Bupati Jayapura Yunus Wonda. ANTARA/HO-Humas Pemkab Jayapura

Cegah Banjir, Pemkab Jayapura Larang Aktivitas di Gunung Cycloop

Lukman Diah Sari • 14 April 2026 15:39

Sentani: Pemerintah Jayapura, meminta seluruh masyarakat di daerahnya untuk tidak melakukan aktivitas perkebunan di kawasan Gunung Cycloop. Imbauan tersebut disampaikan Bupati Jayapura, Yunus Wonda.

"Hal ini untuk mencegah terjadinya banjir saat musim hujan dengan intensitas tinggi sehingga bisa terulang peristiwa banjir bandang yang terjadi pada 2019," kata Wonda di Sentani, Selesa, 14 April 2026, melansir Antara.

Menurut Wonda, meluapnya air di Danau Sentani saat ini karena kawasan Pegunungan Cycloop yang merupakan daerah tangkapan air tidak lagi optimal. Sehingga, kata dia, seluruh aktivitas harus disetop.

"Untuk itu semua aktivitas di kawasan Gunung Cycloop harus dihentikan guna menjaga keselamatan masyarakat dan juga menjaga kelestarian alam," ujar dia.

Ilustrasi banjir. Metrotvnews.com/Khairunnisa Puteri M

Wonda menegaskan menjaga kelestarian Gunung Cycloop serta Danau Sentani  merupakan prioritas utama dan tanggung jawab bersama. Tidak hanya pemerintah tetapi seluruh masyarakat. 

"Masyarakat yang berada di sekitar Gunung Cycloop juga kami minta untuk memanfaatkan lahan di bagian bawah yang lebih aman untuk melakukan aktivitas," katanya lagi.

Pihaknya segera membentuk satuan tugas untuk melakukan pengawasan langsung di lapangan untuk memastikan tidak ada lagi aktivitas di kawasan Gunung Cycloop. Dia menegaskan agar tidak ada aktivitas berkebun di area tersebut.

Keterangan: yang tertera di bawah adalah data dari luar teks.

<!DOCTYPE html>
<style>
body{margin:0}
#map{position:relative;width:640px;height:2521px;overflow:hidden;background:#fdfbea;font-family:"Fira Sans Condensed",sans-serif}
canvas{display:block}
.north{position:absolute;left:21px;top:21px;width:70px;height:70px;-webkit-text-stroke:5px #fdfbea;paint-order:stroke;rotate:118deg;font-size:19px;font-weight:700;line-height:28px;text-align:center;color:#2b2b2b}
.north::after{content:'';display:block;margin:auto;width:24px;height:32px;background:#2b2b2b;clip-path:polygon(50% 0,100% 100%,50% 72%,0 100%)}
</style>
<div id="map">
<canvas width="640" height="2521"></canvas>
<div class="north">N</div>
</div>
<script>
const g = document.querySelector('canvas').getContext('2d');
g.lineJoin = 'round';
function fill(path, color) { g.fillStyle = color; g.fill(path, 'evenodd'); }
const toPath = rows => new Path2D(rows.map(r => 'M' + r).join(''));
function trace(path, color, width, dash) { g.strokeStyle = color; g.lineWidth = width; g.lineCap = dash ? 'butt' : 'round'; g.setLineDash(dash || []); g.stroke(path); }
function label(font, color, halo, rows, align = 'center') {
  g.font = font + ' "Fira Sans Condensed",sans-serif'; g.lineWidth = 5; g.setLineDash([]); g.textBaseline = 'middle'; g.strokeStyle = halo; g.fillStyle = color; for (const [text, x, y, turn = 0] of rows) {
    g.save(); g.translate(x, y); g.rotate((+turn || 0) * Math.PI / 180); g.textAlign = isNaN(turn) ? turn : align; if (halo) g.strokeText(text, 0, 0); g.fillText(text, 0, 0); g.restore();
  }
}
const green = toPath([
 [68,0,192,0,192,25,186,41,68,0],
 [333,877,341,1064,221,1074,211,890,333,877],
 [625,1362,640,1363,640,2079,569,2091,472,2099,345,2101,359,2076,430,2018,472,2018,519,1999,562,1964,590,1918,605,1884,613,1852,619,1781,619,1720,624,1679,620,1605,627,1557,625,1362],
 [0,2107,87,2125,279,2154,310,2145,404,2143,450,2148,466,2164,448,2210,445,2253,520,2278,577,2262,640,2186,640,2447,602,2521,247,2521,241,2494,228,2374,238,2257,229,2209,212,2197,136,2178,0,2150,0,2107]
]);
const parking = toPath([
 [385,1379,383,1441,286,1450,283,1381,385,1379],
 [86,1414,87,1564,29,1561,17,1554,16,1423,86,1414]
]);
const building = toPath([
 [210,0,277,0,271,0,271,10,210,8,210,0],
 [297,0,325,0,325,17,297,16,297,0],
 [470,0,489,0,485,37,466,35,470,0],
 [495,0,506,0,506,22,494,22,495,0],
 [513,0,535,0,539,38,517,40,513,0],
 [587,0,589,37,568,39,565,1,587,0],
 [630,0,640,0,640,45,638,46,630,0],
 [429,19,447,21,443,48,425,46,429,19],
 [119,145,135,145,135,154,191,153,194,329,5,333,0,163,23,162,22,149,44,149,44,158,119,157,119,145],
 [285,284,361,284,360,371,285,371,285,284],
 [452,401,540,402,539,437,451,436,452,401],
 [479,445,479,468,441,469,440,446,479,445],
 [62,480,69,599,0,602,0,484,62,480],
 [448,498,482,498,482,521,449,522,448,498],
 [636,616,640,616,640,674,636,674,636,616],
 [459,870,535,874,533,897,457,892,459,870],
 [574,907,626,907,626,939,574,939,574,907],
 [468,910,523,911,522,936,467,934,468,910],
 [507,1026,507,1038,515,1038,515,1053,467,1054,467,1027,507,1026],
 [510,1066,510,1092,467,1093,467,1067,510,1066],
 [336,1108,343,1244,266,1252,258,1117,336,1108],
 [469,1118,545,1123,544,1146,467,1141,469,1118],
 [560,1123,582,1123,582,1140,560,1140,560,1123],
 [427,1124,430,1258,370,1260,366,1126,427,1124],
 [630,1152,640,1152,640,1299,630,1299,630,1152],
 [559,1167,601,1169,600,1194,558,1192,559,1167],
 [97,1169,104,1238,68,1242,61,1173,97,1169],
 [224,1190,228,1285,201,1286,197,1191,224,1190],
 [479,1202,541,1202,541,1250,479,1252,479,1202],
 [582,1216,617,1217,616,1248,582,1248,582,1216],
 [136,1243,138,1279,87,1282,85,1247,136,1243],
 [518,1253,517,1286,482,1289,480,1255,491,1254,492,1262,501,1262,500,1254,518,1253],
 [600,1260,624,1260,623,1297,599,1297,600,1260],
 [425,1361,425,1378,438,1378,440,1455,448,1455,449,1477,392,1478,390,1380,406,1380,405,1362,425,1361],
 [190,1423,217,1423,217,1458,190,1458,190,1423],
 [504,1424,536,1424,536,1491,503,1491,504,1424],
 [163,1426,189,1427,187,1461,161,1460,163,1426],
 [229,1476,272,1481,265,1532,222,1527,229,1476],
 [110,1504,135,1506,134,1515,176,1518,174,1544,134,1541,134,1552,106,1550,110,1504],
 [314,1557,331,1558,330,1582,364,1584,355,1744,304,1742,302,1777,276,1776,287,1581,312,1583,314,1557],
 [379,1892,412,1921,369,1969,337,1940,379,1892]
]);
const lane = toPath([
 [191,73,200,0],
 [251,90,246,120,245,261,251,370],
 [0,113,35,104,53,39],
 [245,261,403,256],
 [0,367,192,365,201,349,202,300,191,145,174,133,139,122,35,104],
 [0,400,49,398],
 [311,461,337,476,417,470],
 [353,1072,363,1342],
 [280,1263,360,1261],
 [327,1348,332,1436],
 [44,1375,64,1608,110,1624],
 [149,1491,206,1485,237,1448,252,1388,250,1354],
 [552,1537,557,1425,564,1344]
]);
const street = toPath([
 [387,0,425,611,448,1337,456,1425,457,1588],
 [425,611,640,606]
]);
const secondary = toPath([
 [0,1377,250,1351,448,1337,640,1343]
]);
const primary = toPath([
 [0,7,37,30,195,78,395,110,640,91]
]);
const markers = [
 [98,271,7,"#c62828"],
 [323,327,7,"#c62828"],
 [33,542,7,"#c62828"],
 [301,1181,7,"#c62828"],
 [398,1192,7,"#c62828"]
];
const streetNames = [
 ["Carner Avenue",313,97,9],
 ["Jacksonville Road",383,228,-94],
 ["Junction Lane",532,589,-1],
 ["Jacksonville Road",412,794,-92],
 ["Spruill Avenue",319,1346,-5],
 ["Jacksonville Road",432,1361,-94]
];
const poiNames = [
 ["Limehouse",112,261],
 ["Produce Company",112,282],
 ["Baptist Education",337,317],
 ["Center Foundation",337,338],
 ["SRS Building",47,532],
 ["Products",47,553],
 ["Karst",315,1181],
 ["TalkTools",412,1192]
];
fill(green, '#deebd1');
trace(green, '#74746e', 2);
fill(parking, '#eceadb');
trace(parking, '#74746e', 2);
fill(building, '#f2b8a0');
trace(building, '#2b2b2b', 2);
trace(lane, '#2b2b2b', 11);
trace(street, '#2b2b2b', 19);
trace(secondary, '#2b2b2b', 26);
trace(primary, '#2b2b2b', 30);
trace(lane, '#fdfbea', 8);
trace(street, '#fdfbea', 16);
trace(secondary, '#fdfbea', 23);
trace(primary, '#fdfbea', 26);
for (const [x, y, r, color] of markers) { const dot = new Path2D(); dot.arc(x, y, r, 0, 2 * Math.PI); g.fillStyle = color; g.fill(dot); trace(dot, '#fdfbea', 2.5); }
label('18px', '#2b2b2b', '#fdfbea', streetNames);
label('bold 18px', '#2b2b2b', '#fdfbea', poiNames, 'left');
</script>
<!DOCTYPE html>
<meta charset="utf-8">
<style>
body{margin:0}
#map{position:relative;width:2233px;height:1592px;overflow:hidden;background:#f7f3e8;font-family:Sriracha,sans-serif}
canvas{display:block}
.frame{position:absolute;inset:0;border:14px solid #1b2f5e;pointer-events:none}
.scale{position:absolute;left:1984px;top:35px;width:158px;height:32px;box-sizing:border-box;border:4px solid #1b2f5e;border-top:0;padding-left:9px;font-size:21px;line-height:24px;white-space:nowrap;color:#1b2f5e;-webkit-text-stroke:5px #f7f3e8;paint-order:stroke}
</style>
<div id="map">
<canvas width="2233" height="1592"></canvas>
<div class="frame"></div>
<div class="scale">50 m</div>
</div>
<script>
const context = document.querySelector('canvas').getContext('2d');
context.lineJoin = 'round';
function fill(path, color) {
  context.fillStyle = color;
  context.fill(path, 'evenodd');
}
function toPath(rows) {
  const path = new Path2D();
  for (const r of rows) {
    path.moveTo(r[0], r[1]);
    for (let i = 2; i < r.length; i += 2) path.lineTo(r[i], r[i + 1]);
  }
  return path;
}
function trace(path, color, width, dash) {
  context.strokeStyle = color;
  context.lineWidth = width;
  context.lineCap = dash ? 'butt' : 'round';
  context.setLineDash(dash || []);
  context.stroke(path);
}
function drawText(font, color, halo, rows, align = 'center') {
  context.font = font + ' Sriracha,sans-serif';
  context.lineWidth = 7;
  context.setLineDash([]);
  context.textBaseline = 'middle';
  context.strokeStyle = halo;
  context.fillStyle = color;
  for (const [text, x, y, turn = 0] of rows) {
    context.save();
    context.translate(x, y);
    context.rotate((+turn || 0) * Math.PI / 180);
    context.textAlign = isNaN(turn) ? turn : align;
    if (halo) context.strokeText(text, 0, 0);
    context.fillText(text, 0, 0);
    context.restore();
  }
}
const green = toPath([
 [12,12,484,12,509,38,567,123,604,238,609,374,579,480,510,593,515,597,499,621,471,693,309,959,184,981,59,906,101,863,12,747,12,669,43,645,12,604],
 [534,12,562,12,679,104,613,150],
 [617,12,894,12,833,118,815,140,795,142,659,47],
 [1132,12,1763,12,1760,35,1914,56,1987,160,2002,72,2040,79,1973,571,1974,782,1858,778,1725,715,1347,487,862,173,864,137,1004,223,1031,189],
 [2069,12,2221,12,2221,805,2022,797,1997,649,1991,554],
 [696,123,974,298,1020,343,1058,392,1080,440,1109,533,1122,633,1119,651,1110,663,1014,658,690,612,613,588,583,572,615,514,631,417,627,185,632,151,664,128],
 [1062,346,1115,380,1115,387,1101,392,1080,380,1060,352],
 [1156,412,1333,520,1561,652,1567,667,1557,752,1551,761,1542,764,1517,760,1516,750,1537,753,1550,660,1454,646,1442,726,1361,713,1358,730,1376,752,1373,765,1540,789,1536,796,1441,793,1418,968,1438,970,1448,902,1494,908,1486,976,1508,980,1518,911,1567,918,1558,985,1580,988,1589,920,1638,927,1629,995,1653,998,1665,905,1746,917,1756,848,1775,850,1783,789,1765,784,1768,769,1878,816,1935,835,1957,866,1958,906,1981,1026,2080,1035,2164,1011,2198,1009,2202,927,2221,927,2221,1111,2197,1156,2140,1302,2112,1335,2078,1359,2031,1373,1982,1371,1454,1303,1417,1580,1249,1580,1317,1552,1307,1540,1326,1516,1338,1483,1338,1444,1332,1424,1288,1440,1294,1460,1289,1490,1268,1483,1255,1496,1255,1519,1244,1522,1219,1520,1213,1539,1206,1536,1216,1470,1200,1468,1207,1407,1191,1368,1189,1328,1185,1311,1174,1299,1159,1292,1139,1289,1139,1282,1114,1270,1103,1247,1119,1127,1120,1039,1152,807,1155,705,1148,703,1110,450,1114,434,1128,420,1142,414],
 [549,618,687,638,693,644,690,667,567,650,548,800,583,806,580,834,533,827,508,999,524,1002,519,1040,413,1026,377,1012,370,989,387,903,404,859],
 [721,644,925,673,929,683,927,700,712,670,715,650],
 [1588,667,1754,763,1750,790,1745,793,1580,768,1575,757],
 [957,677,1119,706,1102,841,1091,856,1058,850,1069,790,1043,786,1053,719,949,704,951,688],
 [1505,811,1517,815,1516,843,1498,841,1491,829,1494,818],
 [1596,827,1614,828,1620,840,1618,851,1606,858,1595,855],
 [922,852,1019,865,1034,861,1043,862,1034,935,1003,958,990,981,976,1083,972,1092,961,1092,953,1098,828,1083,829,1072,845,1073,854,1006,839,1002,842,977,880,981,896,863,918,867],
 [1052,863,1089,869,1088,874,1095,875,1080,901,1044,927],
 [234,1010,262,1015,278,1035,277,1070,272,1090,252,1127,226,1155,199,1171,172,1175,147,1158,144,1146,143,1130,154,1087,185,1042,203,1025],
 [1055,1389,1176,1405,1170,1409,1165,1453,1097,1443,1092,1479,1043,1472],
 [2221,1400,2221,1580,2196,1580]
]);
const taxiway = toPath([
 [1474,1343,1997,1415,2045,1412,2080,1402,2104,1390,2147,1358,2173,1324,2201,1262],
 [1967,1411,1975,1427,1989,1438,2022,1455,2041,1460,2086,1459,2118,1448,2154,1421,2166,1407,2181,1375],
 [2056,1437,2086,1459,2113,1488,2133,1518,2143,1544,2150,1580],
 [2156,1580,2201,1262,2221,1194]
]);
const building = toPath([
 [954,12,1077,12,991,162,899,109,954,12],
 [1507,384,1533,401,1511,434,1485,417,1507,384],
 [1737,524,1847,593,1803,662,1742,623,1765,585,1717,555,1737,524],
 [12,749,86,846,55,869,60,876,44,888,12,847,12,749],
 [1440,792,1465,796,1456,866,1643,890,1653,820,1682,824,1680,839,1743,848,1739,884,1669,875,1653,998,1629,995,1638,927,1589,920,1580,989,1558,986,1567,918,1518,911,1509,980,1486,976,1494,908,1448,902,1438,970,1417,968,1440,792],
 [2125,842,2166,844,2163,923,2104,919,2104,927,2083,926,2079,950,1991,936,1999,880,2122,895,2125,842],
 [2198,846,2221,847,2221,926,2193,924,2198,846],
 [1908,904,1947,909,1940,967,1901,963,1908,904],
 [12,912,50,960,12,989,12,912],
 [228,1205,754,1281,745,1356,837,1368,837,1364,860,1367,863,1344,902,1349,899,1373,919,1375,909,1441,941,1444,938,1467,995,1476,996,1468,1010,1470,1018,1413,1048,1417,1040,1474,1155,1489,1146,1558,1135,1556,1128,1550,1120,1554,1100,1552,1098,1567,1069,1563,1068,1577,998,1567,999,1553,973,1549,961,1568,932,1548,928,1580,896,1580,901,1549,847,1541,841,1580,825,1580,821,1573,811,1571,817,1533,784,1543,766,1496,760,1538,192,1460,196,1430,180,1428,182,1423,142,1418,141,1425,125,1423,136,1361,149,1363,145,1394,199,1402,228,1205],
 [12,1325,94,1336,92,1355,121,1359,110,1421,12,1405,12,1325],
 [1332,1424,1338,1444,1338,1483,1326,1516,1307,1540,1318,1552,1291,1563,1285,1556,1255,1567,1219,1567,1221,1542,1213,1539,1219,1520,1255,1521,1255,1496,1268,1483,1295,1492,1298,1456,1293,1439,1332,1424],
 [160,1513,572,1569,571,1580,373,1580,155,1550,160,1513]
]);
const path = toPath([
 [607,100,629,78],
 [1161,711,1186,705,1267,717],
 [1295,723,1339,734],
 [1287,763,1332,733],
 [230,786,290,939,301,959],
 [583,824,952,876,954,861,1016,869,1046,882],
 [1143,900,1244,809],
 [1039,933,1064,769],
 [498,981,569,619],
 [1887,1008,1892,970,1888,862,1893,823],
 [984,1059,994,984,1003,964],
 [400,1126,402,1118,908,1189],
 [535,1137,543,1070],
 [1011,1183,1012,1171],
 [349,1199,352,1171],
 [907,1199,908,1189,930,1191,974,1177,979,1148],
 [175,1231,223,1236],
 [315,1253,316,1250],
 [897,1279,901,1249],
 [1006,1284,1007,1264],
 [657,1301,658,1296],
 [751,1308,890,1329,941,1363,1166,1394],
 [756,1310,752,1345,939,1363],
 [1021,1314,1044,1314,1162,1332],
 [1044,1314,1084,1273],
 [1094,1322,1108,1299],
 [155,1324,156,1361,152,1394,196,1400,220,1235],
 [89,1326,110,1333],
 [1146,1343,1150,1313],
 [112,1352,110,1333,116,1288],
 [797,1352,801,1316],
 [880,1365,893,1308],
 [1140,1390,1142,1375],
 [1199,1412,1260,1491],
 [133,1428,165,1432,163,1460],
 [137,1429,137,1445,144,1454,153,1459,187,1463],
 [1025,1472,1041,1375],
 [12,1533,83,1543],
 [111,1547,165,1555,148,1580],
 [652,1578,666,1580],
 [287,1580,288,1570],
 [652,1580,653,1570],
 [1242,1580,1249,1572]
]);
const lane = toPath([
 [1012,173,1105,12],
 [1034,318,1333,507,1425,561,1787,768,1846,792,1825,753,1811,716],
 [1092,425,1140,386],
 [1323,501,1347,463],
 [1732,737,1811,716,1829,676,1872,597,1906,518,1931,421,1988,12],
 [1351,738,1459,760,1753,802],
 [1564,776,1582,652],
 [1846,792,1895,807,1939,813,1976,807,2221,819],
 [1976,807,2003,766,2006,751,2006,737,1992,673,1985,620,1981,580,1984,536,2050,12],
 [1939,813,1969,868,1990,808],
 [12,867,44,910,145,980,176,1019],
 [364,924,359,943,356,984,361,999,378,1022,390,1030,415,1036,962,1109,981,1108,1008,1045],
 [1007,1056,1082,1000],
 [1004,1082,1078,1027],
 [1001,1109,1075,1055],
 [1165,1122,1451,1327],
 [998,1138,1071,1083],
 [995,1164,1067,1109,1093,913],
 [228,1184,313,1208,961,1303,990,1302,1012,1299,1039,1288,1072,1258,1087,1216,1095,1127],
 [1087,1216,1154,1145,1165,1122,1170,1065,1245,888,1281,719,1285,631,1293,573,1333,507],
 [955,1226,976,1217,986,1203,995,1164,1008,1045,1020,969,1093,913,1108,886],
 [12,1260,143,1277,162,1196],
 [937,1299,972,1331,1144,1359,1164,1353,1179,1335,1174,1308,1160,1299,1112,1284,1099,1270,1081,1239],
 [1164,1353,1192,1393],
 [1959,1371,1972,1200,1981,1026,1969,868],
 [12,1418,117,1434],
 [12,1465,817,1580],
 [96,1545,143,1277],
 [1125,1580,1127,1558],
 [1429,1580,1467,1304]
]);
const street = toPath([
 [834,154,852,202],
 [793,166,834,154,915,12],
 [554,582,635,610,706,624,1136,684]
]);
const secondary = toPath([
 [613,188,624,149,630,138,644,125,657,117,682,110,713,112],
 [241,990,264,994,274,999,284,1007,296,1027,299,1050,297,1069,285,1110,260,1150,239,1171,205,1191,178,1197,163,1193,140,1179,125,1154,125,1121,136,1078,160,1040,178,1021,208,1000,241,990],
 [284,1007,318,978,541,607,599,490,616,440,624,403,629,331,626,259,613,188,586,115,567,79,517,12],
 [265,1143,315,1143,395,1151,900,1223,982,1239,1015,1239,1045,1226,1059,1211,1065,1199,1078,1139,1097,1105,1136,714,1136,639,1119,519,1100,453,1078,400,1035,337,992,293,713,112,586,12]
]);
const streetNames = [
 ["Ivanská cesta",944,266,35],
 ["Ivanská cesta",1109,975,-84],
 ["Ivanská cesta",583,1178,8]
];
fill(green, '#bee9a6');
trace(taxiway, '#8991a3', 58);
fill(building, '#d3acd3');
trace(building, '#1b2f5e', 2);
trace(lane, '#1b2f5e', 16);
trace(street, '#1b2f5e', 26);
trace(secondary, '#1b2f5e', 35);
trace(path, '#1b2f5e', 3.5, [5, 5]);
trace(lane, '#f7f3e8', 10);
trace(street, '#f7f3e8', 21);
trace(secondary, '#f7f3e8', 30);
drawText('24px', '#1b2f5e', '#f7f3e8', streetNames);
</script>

"Kami mengimbau kepada masyarakat yang berkebun di kawasan Gunung Cycloop agar berhenti karena dampaknya akan sangat besar, kemudian kami segera melakukan penghijauan dengan mempersiapkan pembibitan tanaman yang akan ditanam pada area yang menjadi kebun warga," jelas dia.